葉っぱを細かく噛んだ後にゆっくりと息を吸い込んで、顔を前に出す感じで口の中に吸った空気を送り込む



一見すると何もない動きに見えるが、エレシアにはその動きが火種を作るコツだという事を見抜いた。




エレシアは頭に浮かんだお母さんを真似して、ゆっくりと体を動かす。


(大きく息を吸って…)

肺いっぱいに息を吸い込んで目を瞑る


(顔を前に出す感じで口の中に空気を!)


口の中に空気が送られて頬が膨らみ、その中で一気に高温になるのが分かった。

ただそれと同時に、急に口の中が熱くなったことにビックリして尻餅をつき、口を開けてしまった。


口からは煙が出て、葉っぱは焼き尽くされていた。




(で、できた!ちょっとびっくりしちゃったけどちゃんとできた!)



無事口の中で火種を作り出すことはできたが、肝心なことにまだ枯れ草に火をつけることができていない。


エレシアは今の感覚を忘れてしまわないようにとすぐさま葉っぱを口の中に入れて再度同じ事を試す。



(ゆっくり息を吸って、顔を前に出す感じで口の中に空気を送る!)



前回と同じように、膨らんだ頬の中で一気に高温になるのが分かった。

だが今回はもう驚かない。


(あとはこれをゆっくり枯れ草に吹き掛ければ…)


お母さんと同じ動きで、口に手を添えてゆっくりと枯れ草に吹きかける。


火種となった葉っぱはオレンジ色の光としてエレシアの息と共に出てくる。

それが枯れ草について火を生み出し、やがて大きな炎となった。



「やった!成功!」


暗くなった森を焚き火で明るく灯し、エレシアはジャンプして喜んだ。







日は完全に沈み、時間は夜になった。

エレシアは近くにあった木の枝をくべて焚き火の炎を途絶えさせないようにした。



今日採ってきた木の実を食べてお腹はいっぱいになったのだが、タンパク質が多く摂取できる魚や肉が少し恋しくなった。
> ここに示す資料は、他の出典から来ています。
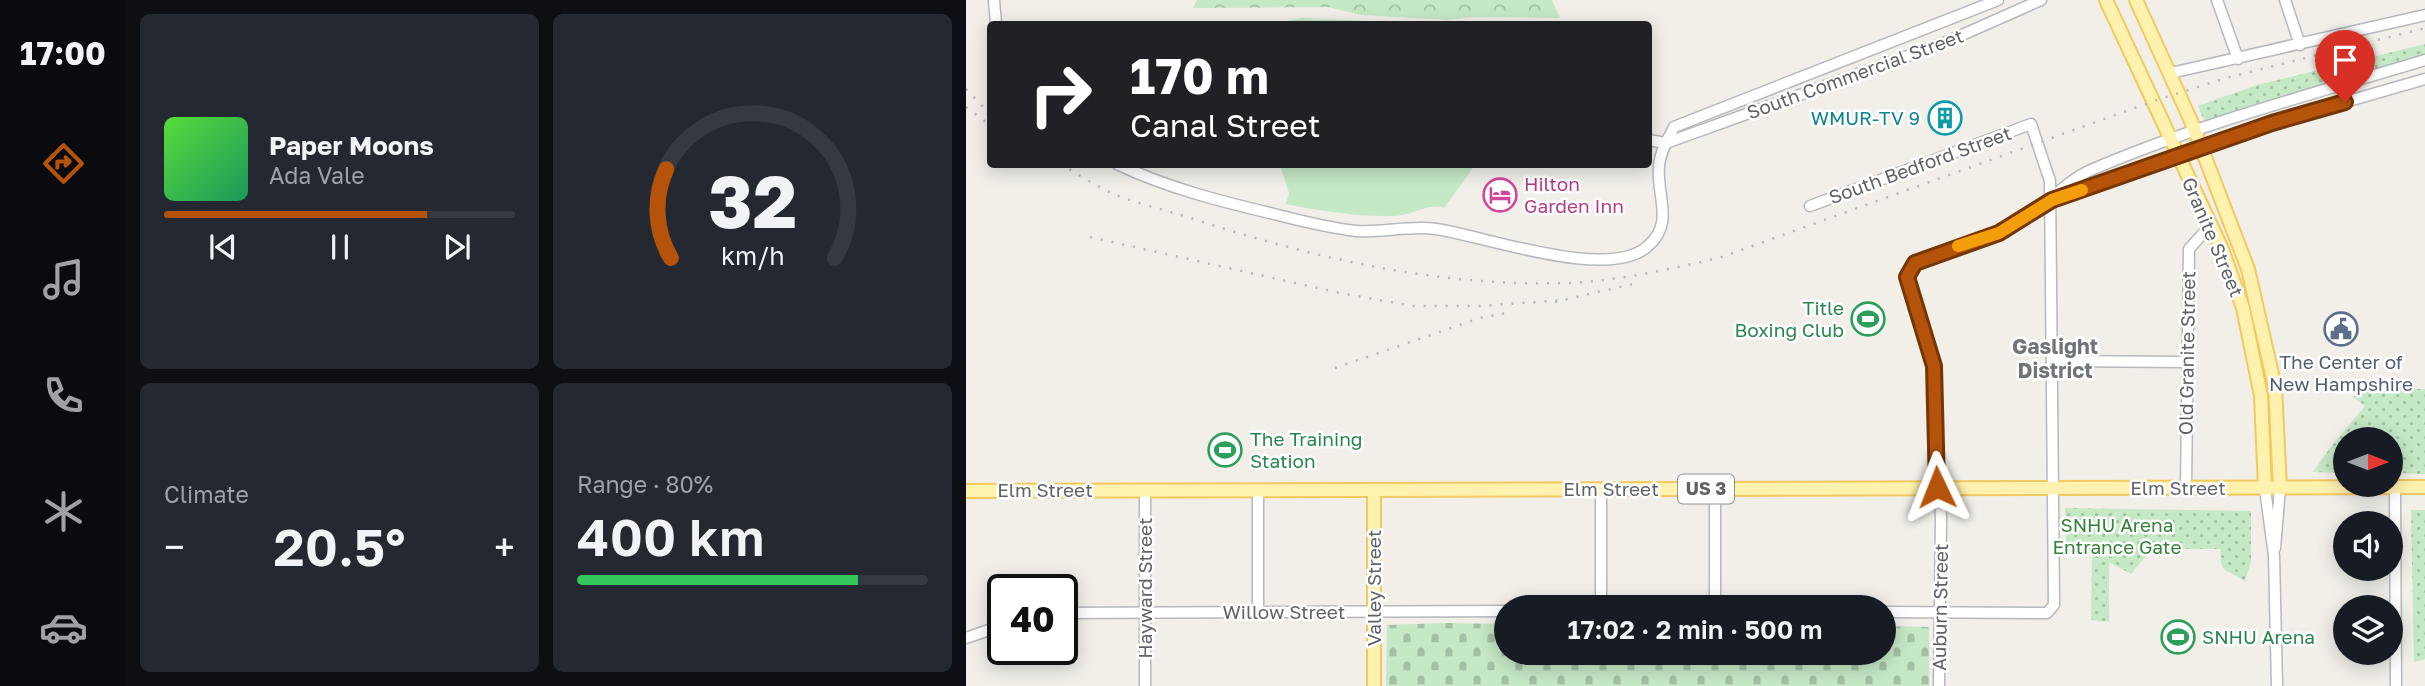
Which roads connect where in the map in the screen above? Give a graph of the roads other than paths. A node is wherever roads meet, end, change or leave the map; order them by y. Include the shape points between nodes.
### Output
1 (994, 0) edge
2 (1998, 0) edge
3 (2041, 0) edge
4 (2106, 0) edge
5 (2136, 0) edge
6 (2217, 0) edge
7 (2285, 0) edge
8 (2425, 15) edge
9 (996, 21) edge
10 (2300, 45) junction
11 (2238, 59) junction
12 (2425, 60) edge
13 (2171, 73) junction
14 (2425, 79) edge
15 (2194, 131) junction
16 (2171, 139) junction
17 (1652, 141) edge
18 (1666, 143) junction
19 (2200, 147) junction
20 (2178, 155) junction
21 (1125, 168) edge
22 (2052, 200) junction
23 (1810, 206) dead end
24 (2209, 227) junction
25 (2053, 361) junction
26 (2186, 362) junction
27 (1937, 487) junction
28 (2425, 487) edge
29 (2053, 488) junction
30 (2186, 488) junction
31 (2280, 488) junction
32 (2333, 488) edge
33 (2403, 488) edge
34 (1601, 489) junction
35 (1715, 489) junction
36 (2265, 489) junction
37 (1145, 490) junction
38 (1258, 490) junction
39 (1374, 490) junction
40 (966, 491) edge
41 (2395, 497) edge
42 (2274, 556) junction
43 (1601, 595) edge
44 (1715, 595) edge
45 (1494, 611) edge
46 (1145, 612) junction
47 (1374, 612) junction
48 (1896, 612) edge
49 (1939, 612) junction
50 (1078, 613) edge
51 (1258, 613) junction
52 (987, 631) edge
53 (966, 638) edge
54 (1145, 686) edge
55 (1374, 686) edge
56 (1939, 686) edge
57 (2277, 686) edge
58 (2396, 686) edge

1 - 9 street
2 - 18 street, South Commercial Street via 1697,116 1674,127
3 - 18 street, South Commercial Street via 1954,39
4 - 16 main road, Granite Street
5 - 13 main road, Granite Street
6 - 11 street
7 - 10 street
8 - 10 street
10 - 11 street
11 - 13 street
12 - 15 street
13 - 15 main road, Granite Street
14 - 19 street
15 - 16 street
15 - 19 main road, Granite Street
16 - 20 main road, Granite Street
16 - 22 street via 2084,173
17 - 18 street
18 - 21 street via 1658,166 1664,214 1659,234 1639,252 1610,258 1556,256 1435,229 1382,232 1331,228 1157,183
19 - 20 street
19 - 31 main road, Granite Street via 2243,254 2261,315 2275,387
20 - 22 street
20 - 24 main road, Granite Street
22 - 23 street, South Bedford Street via 2031,124
22 - 25 street
22 - 27 street, Auburn Street via 2015,225 1928,257 1908,272 1910,294 1934,366
24 - 26 street, Old Granite Street via 2189,249
24 - 36 main road, Granite Street via 2231,273 2250,335 2260,396
25 - 26 street
25 - 29 street
26 - 30 street, Old Granite Street
27 - 29 main road, Elm Street / US 3
27 - 35 main road, Elm Street / US 3
27 - 49 street, Auburn Street
28 - 33 main road, Elm Street / US 3
29 - 30 main road, Elm Street / US 3
29 - 49 street via 2052,610
30 - 36 main road, Elm Street / US 3
31 - 32 main road, Elm Street / US 3
31 - 36 main road, Elm Street / US 3
31 - 42 street
34 - 35 main road, Elm Street / US 3
34 - 39 main road, Elm Street / US 3
34 - 43 street
35 - 44 street
36 - 42 street
37 - 38 main road, Elm Street / US 3
37 - 40 main road, Elm Street / US 3
37 - 46 street, Hayward Street
38 - 39 main road, Elm Street / US 3
38 - 51 street
39 - 47 main road, Valley Street
41 - 58 street
42 - 57 street
45 - 47 street, Willow Street
46 - 50 street, Willow Street
46 - 51 street, Willow Street
46 - 54 street, Hayward Street
47 - 51 street, Willow Street
47 - 55 main road, Valley Street
48 - 49 street
49 - 56 street, Auburn Street
52 - 53 street

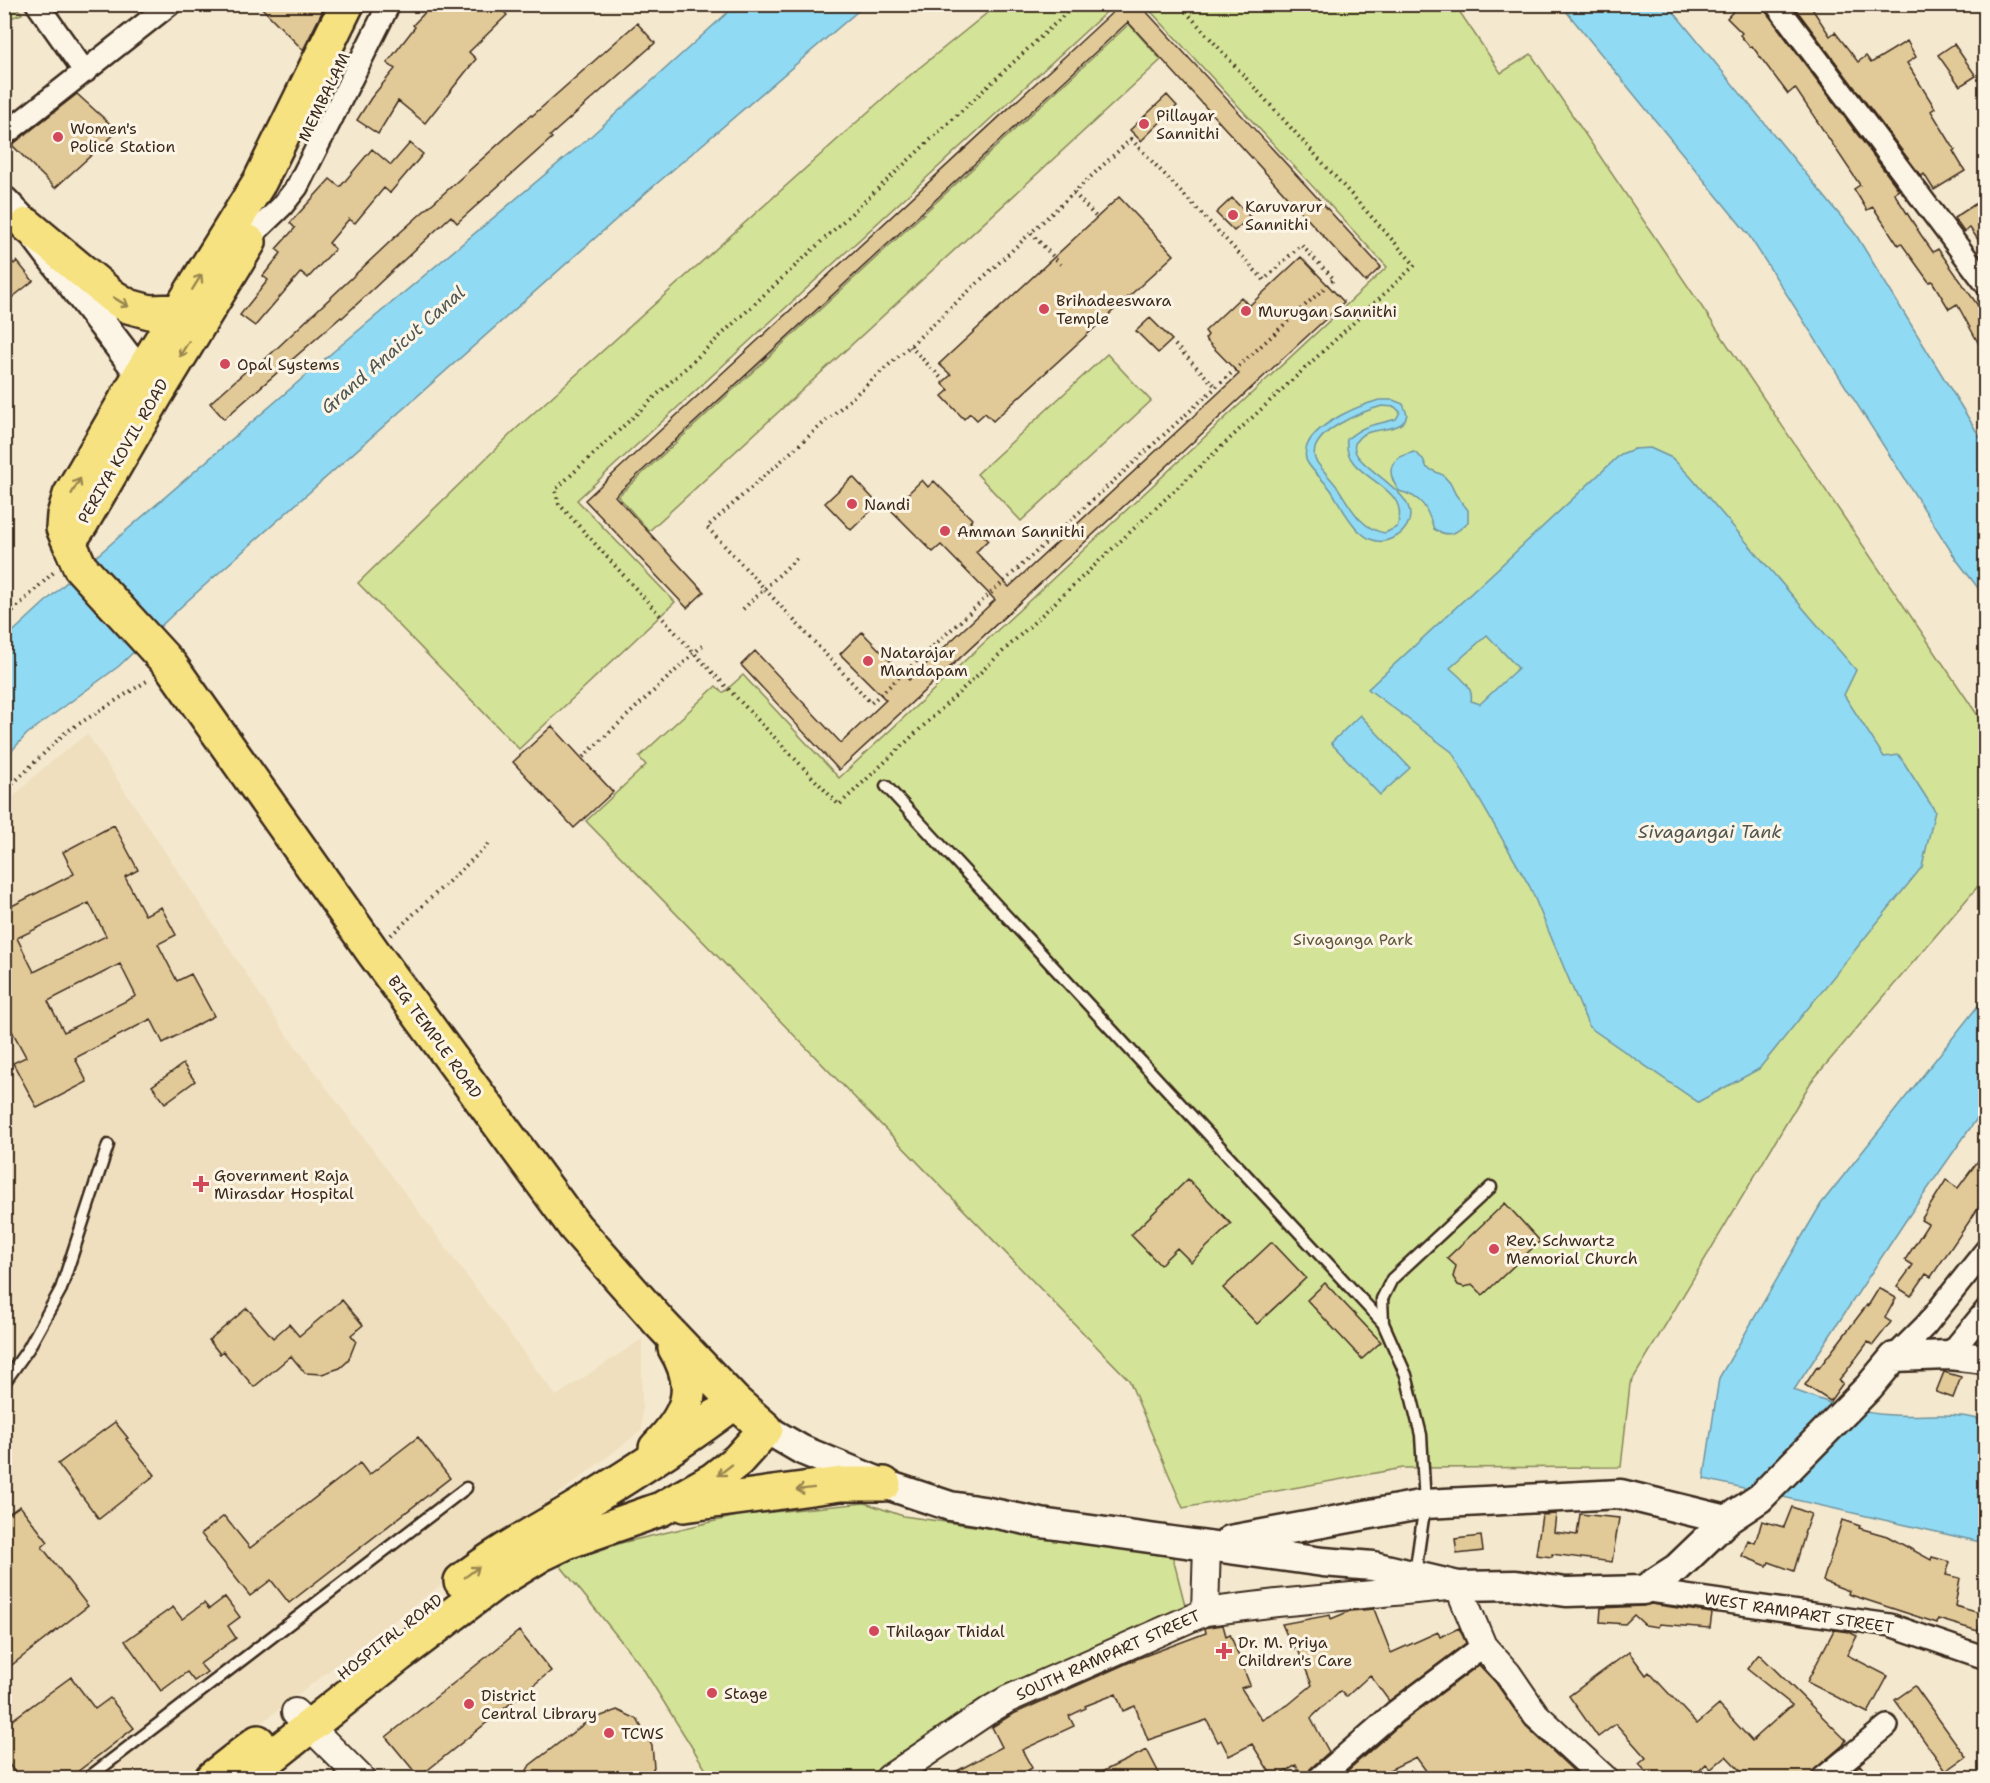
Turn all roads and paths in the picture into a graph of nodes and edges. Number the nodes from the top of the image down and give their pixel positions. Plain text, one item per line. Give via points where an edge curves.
1 (38, 4) edge
2 (170, 4) edge
3 (347, 4) edge
4 (370, 4) edge
5 (389, 4) edge
6 (1077, 4) edge
7 (1179, 4) edge
8 (1776, 4) edge
9 (85, 72) junction
10 (4, 135) edge
11 (269, 186) junction
12 (1074, 193) junction
13 (4, 201) edge
14 (1096, 217) dead end
15 (27, 225) junction
16 (255, 232) junction
17 (1031, 233) junction
18 (1063, 267) dead end
19 (1986, 284) edge
20 (179, 311) junction
21 (1175, 345) dead end
22 (910, 346) junction
23 (941, 378) dead end
24 (148, 385) junction
25 (1216, 387) junction
26 (74, 554) junction
27 (798, 556) dead end
28 (764, 588) junction
29 (743, 609) dead end
30 (4, 619) edge
31 (705, 643) dead end
32 (694, 653) junction
33 (165, 659) junction
34 (583, 757) dead end
35 (886, 786) dead end
36 (4, 792) edge
37 (489, 844) dead end
38 (373, 952) junction
39 (108, 1145) dead end
40 (1491, 1187) dead end
41 (1986, 1250) edge
42 (1986, 1310) edge
43 (660, 1323) junction
44 (1383, 1323) junction
45 (1949, 1355) junction
46 (1894, 1357) junction
47 (1986, 1359) edge
48 (5, 1380) edge
49 (735, 1402) junction
50 (766, 1429) junction
51 (633, 1473) junction
52 (884, 1484) junction
53 (466, 1488) dead end
54 (1425, 1504) junction
55 (661, 1509) junction
56 (1727, 1520) junction
57 (1207, 1545) junction
58 (1415, 1575) junction
59 (1458, 1586) junction
60 (1643, 1590) junction
61 (1206, 1612) junction
62 (1483, 1646) junction
63 (1986, 1658) edge
64 (303, 1719) junction
65 (1887, 1726) dead end
66 (88, 1779) edge
67 (212, 1779) edge
68 (245, 1779) edge
69 (361, 1779) edge
70 (889, 1779) edge
71 (1319, 1779) edge
72 (1604, 1779) edge
73 (1823, 1779) edge

1 - 9 street
2 - 9 street
3 - 11 main road, MEMBALAM
4 - 11 main road, MEMBALAM
5 - 16 street via 297,187
6 - 32 path via 555,490 559,504
7 - 32 path via 1415,265 839,805
8 - 19 street
9 - 10 street
11 - 16 main road, PERIYA KOVIL ROAD
20 -> 11 main road, PERIYA KOVIL ROAD
12 - 14 path
12 - 17 path
12 - 25 path via 1131,140 1264,280 1301,245 1334,279
13 - 15 main road
15 -> 20 main road via 128,306 150,312
15 - 24 main road
16 -> 24 main road, PERIYA KOVIL ROAD
17 - 18 path
17 - 22 path
20 - 24 main road, PERIYA KOVIL ROAD
21 - 25 path
22 - 23 path
22 - 28 path via 707,527
24 - 26 main road, PERIYA KOVIL ROAD via 81,524
25 - 28 path via 871,704
26 - 30 path
26 - 33 main road, BIG TEMPLE ROAD
27 - 28 path
28 - 29 path
31 - 32 path
32 - 34 path
33 - 36 path via 66,732
33 - 38 main road, BIG TEMPLE ROAD
35 - 44 lane
37 - 38 path
38 - 43 main road, BIG TEMPLE ROAD via 575,1227
39 - 48 lane via 61,1289 28,1349
40 - 44 lane via 1392,1279 1382,1299
41 - 46 street
42 - 45 street
43 - 49 main road, BIG TEMPLE ROAD
43 - 51 main road via 686,1368 690,1387 674,1430
44 - 54 lane via 1406,1375 1421,1435
45 - 46 main road
45 - 47 main road
46 - 56 main road via 1760,1498
49 - 50 main road, BIG TEMPLE ROAD
49 - 51 main road
50 - 52 main road via 802,1450
50 -> 55 main road via 714,1479
64 -> 51 main road, HOSPITAL ROAD via 477,1568
52 -> 55 main road via 841,1484
52 - 57 main road via 950,1506 1041,1523
53 - 66 lane
54 - 56 main road via 1621,1494
54 - 57 main road
54 - 58 lane
55 - 64 main road, HOSPITAL ROAD via 540,1555
56 - 60 main road via 1677,1568
57 - 58 main road
57 - 61 street
58 - 59 main road
59 - 60 main road via 1516,1585 1566,1592
59 - 61 street, SOUTH RAMPART STREET
59 - 62 street
60 - 63 street, WEST RAMPART STREET via 1890,1625
61 - 70 street, SOUTH RAMPART STREET via 1008,1699
62 - 71 street via 1395,1712
62 - 72 street via 1536,1715
64 - 67 main road, HOSPITAL ROAD
64 - 68 main road, HOSPITAL ROAD
64 - 69 street
65 - 73 street

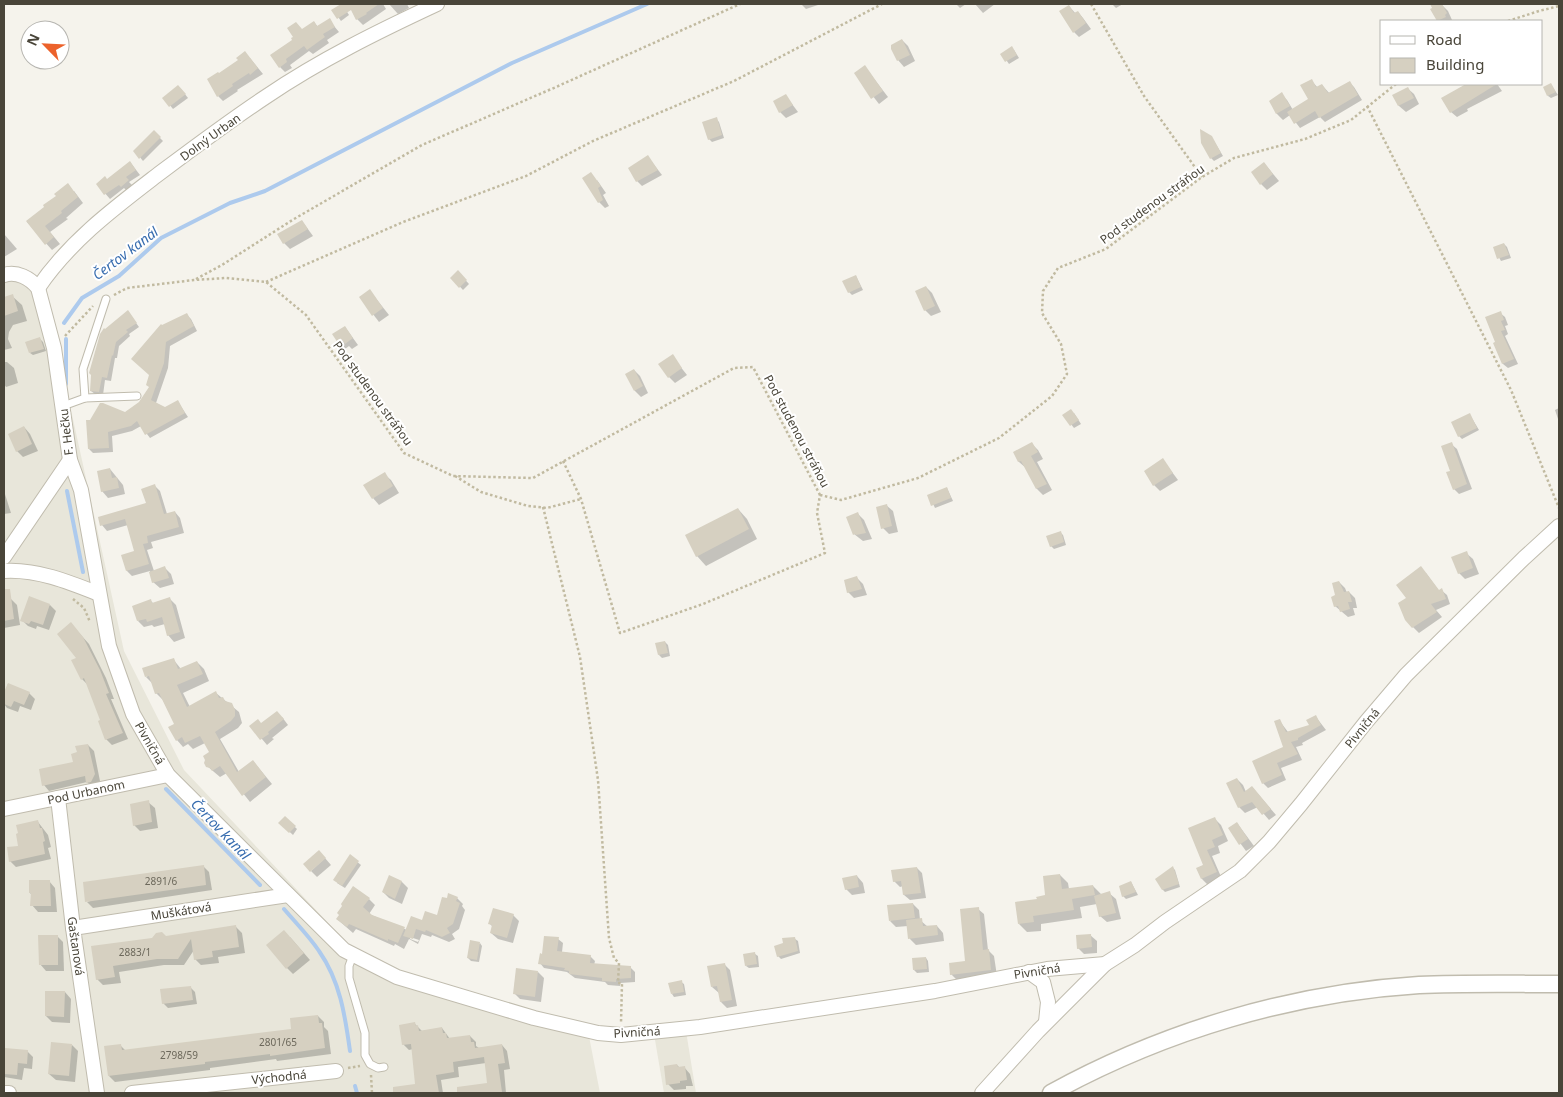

(肉はお母さんが持ってくるからどこで取ってるかわからないんだけど、魚なら川にいるよね。)



肉を取りに行ったことは無いが、魚なら川の下流の方に取りに行ったことが数回あった。



「一人で生きるって、案外難しいのね…」


自然とそう呟いて、エレシアは仰向けに寝転がった。



自分がどれほどお母さんに助けられてきていたのか、どれほど知恵を使わずに生きていたかが今日一日過ごしただけでひしひしと伝わってくる。


たくさん歩いた足は疲弊し、いろいろな事を考えて行動したため脳もだいぶ疲れきっている。



「あ、これ寝れる………」



寝転がったせいか、急に疲れがどっと溢れて瞼が重くなり、そのままエレシアは眠りにつくのだった。